A review by khyie
Rebirth of a Supermodel 重生超模 by Mo Chen Huan, 莫晨欢

Did not finish book. Stopped at 47%.
 This was my second attempt to read this book and I can firmly say this one is just not working for me. I cannot understand how this story could possibly be 200 some chapters. Well, okay, I can, because it's dragging on FOREVER but there is literally no conflict in it. Ming Yu was a supermodel at the pinnacle of the world before he was paralyzed and then died, transmigrating into the body of a 16 year old Ming Yu from an alternate universe essentially. He decides to once more become the best supermodel ever and I don't even know why because I would be bored out of my mind with how easily everything happens for him. He is the most perfect model ever and every photographer he meets absolutely loves him and no one compares to him except his ML, who--in the 115 chapters I actually read covering a span of, I think, almost a year--never seems to actually model but is still somehow, the #1 supermodel in the whole wide world. The two goals Ming Yu establishes for himself from the start, 1) become the best supermodel and 2) ruin the dead!Ming Yu's scum not-boyfriend Cheng Su, don't even really seem to be goals. They're inevitabilities. He's rising up from the bottom, sure, and the novel wants me to believe he's working hard at his rise up and not taking the easy way out (which true, he does have an easier option than what he's doing) but also, it's hard to believe that anything is actually difficult for him because he's just so perfect and capable. It's just... boring. Even his supposed flaws, like being a shit terrible actor and can't cook are things that make him endearing and oh, there's this one specific role that a director needs him for and if he can't do it, the role won't exist because he's the most perfect person for it.

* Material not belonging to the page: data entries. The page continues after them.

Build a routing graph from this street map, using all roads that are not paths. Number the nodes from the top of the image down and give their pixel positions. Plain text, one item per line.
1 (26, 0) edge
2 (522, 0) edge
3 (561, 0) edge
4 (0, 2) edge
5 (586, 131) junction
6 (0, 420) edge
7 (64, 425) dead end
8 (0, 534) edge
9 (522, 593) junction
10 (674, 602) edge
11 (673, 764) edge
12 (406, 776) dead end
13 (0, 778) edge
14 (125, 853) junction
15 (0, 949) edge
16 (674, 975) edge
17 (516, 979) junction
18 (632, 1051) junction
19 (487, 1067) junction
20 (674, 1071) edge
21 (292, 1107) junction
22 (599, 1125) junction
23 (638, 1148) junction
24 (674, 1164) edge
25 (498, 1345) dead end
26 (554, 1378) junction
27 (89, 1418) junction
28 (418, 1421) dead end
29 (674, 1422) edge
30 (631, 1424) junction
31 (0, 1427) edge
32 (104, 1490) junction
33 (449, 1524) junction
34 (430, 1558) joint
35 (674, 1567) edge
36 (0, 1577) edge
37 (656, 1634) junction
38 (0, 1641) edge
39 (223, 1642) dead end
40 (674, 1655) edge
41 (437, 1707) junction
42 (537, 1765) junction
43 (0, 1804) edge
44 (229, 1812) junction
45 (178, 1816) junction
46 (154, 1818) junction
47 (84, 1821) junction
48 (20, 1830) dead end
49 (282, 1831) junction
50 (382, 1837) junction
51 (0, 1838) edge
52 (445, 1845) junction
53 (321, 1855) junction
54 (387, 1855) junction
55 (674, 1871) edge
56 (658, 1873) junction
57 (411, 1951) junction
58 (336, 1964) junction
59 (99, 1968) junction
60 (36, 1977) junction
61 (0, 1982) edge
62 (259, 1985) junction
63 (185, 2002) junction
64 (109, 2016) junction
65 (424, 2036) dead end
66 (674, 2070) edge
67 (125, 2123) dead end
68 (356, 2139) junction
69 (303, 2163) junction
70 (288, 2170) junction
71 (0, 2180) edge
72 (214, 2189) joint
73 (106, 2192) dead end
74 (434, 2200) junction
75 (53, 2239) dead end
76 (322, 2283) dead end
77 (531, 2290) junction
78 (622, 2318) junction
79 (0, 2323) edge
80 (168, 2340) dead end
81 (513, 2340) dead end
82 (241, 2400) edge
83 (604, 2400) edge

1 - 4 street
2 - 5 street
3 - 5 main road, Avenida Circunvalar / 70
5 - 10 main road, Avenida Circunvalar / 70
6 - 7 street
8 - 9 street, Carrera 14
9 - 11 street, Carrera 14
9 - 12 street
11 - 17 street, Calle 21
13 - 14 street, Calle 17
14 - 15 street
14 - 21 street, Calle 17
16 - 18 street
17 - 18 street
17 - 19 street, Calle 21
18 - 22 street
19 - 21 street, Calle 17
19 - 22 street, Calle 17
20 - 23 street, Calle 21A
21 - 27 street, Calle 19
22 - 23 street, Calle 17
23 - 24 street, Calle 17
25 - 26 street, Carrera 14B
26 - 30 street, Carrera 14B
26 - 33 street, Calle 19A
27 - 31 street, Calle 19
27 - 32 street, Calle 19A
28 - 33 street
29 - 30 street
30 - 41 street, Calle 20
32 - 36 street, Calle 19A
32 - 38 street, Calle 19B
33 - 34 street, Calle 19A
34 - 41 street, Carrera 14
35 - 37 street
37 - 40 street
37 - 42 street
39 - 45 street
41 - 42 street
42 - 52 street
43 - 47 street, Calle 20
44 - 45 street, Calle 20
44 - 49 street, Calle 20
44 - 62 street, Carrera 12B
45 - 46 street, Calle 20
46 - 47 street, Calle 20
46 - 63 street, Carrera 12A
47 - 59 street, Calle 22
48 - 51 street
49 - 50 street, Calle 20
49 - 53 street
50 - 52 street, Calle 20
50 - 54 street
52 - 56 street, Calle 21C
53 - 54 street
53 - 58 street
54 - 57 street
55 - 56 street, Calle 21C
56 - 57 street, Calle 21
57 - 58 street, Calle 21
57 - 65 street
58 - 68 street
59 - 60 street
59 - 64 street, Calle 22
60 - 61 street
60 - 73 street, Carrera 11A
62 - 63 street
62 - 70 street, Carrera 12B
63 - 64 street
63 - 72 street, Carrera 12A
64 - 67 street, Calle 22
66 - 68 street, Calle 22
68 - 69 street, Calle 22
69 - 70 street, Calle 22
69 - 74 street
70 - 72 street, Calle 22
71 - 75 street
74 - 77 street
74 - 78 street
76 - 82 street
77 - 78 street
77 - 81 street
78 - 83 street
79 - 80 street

It's blowing my mind that an author who wrote something as creative, thoughtful, and fascinating as The Earth is Online somehow churned this never ending snoozefest out. I didn't outright hate this book. There's nothing in it that made me want to throw it at a wall or rage about, but I am annoyed at how much it felt like a slog because you're just rinsing and repeating the exact same scenarios over and over again, just with different people, and I did not expect that I was going to spend most of my time lamenting over picking it up again.